Imagine a world where people are constantly the victim of bad luck. If they have a car wreck, get sick, or their house burns down, they just have to figure out how to pay for the car, their medical treatment, or their house. Sounds pretty scary, right? This is a perfect description of what life would be without insurance. Fortunately, we don’t have to live in a world like that, but the very thought that we could–if we are so foolish as to not protect ourselves–is why insurance is important to me.
First, insurance protects our property. In the event of a car wreck, a house fire or a break-in, insurance pays to replace the things we couldn’t otherwise afford. When I first got my driver’s license, I had two accidents in one week! Fortunately, insurance helped replace my car. Otherwise, I wouldn’t have one today.
Second, insurance protects our health. Medical bills are one of the leading causes of bankruptcy, according to a recent article in The Huffington Post. Insurance helps cushion the blow, and pays people who are injured and cannot work. Thanks to insurance, I know that if I get sick, I can afford to go to the doctor. People without health insurance often have to decide between paying for a doctor’s visit, or paying for their usual expenses. What a terrible choice to be forced to make!
Third, insurance protects our very lives. Both my parents have life insurance, so that if anything happens to either of them, the rest of the family will be financially protected. We never know what is going to happen when we walk out the door in the morning. If anything happened to either of my parents, I would be devastated, but at least my surviving parent wouldn’t be forced to sell our home.

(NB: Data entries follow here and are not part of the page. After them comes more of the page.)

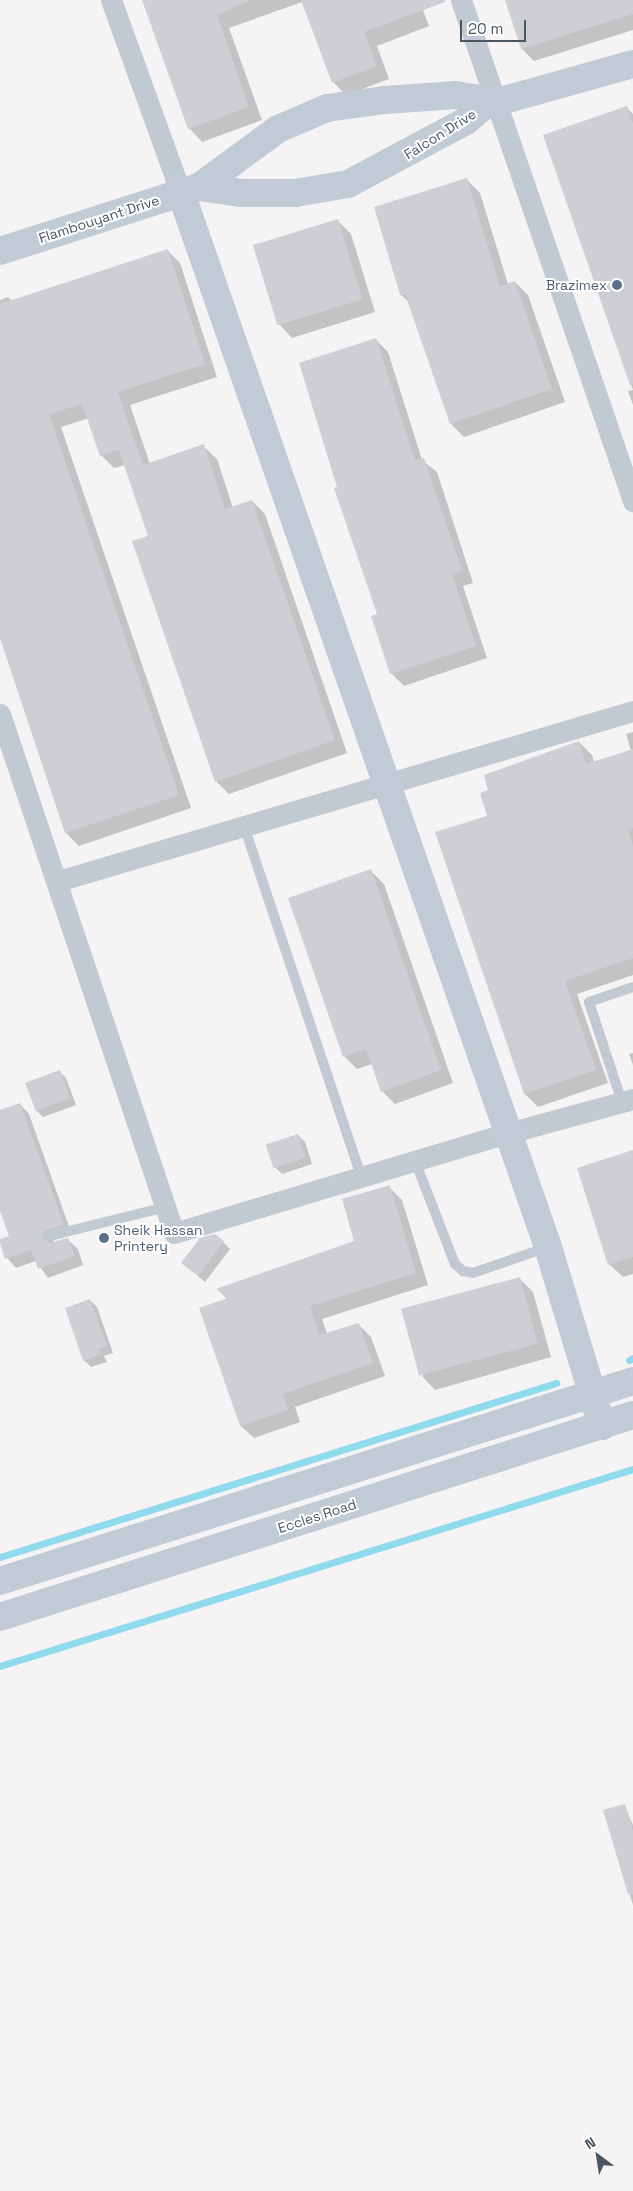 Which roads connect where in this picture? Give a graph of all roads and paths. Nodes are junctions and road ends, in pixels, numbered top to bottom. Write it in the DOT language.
graph roads {
  1 [pos="111,0"];
  2 [pos="461,0"];
  3 [pos="633,64"];
  4 [pos="493,101"];
  5 [pos="190,190"];
  6 [pos="0,251"];
  7 [pos="633,500"];
  8 [pos="633,711"];
  9 [pos="0,714"];
  10 [pos="385,784"];
  11 [pos="244,826"];
  12 [pos="58,881"];
  13 [pos="633,987"];
  14 [pos="628,1101"];
  15 [pos="508,1133"];
  16 [pos="415,1161"];
  17 [pos="361,1176"];
  18 [pos="166,1207"];
  19 [pos="49,1236"];
  20 [pos="548,1247"];
  21 [pos="633,1381"];
  22 [pos="592,1394"];
  23 [pos="633,1415"];
  24 [pos="602,1426"];
  25 [pos="0,1581"];
  26 [pos="0,1617"];
  1 -- 5 [label="street"];
  2 -- 4 [label="street"];
  3 -- 4 [label="street, Falcon Drive"];
  4 -- 5 [label="street, Falcon Drive"];
  4 -- 5 [label="street, Falcon Drive"];
  4 -- 7 [label="street"];
  5 -- 6 [label="street, Flambouyant Drive"];
  5 -- 10 [label="street"];
  8 -- 10 [label="street"];
  9 -- 12 [label="street"];
  10 -- 11 [label="street"];
  10 -- 15 [label="street"];
  11 -- 12 [label="street"];
  11 -- 17 [label="lane"];
  12 -- 18 [label="street"];
  13 -- 14 [label="lane"];
  14 -- 15 [label="street"];
  15 -- 16 [label="street"];
  15 -- 20 [label="street"];
  16 -- 17 [label="street"];
  16 -- 20 [label="lane"];
  17 -- 18 [label="street"];
  18 -- 19 [label="lane"];
  20 -- 22 [label="street"];
  21 -- 22 [label="street"];
  22 -- 24 [label="street"];
  22 -- 25 [label="street"];
  23 -- 24 [label="street, Eccles Road"];
  24 -- 26 [label="street, Eccles Road"];
}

Now what I have described sounds like a great situation–no worries in the event of unplanned circumstances. Like everything in life, there is a downside. And like a lot of other areas of life, the downside is cost. All this great insurance coverage costs money, and there are some tradeoffs–after all, if insurance was free, everyone would be covered for everything.
For example, my parents would probably like to have a lot more life insurance than they do, but when they bought it, they could only afford so much, and they have to keep paying the premiums every month. If either of my parents die, the other won’t be rich by any means, but they will be able to pay their bills. My father has recently been talking about the need to add long-term care insurance, but my parents can’t afford that until they’re no longer paying for college for their kids. The downside to that is that the older they get, the more that coverage will cost. I’ve often heard my father say that he wishes he had bought more life insurance when he was young and it was cheap.
Health insurance is another costly item–and the recent controversies over Obamacare only serve to illustrate how the cost can drive people’s decisions. My parents are have health insurance through their work, but even so, they have to pick between a “Cadillac” policy that covers everything with very little “out of pocket” expenses, and a “Chevrolet” policy that costs less but makes them pay more if they have to use it. This past year, my father rolled the dice and took the cheap policy for himself. For the first time in his life, he actually had to have two medical procedures, and now he has a big hospital bill that he’s paying over time. If he had taken the more expensive policy, he would have been better off, but he had no way of knowing that the medical situation was going to arise. That’s the problem with choosing insurance–life has no guarantees, and no one has all the information they need to make a good decision.
My two wrecks that I mentioned earlier have cost my family a lot of money, too. Almost overnight, our car insurance rates went up–while the coverage stayed the same. The car insurance company figured (rightly, I guess) that I was a greater risk than they had originally thought, Until the company decides otherwise, my parents will be paying for my wrecks every month! However, if any of us get in another wreck, the company will be there to help make sure our cars are fixed!
Even with the downsides, insurance is very important. Without it, we are at the mercy of every unfortunate situation that comes up. While it doesn’t totally protect us from calamity, it does soften the blow. This might sound like I come from a wealthy home (I don’t), but I can’t imagine living life without insurance. I know my parents sleep easier knowing that they have companies “watching their back” in the event of a disastrous situation.
To sum it up, the value of insurance cannot be overstated. Even if a policy is never used, it’s not money wasted. I see it as paying for peace of mind. Then, if an unfortunate situation arises, the insurance is invaluable in helping people avoid financial ruin. Insurance is something that makes sense, both from an emotional and financial standpoint. That is what insurance means to me.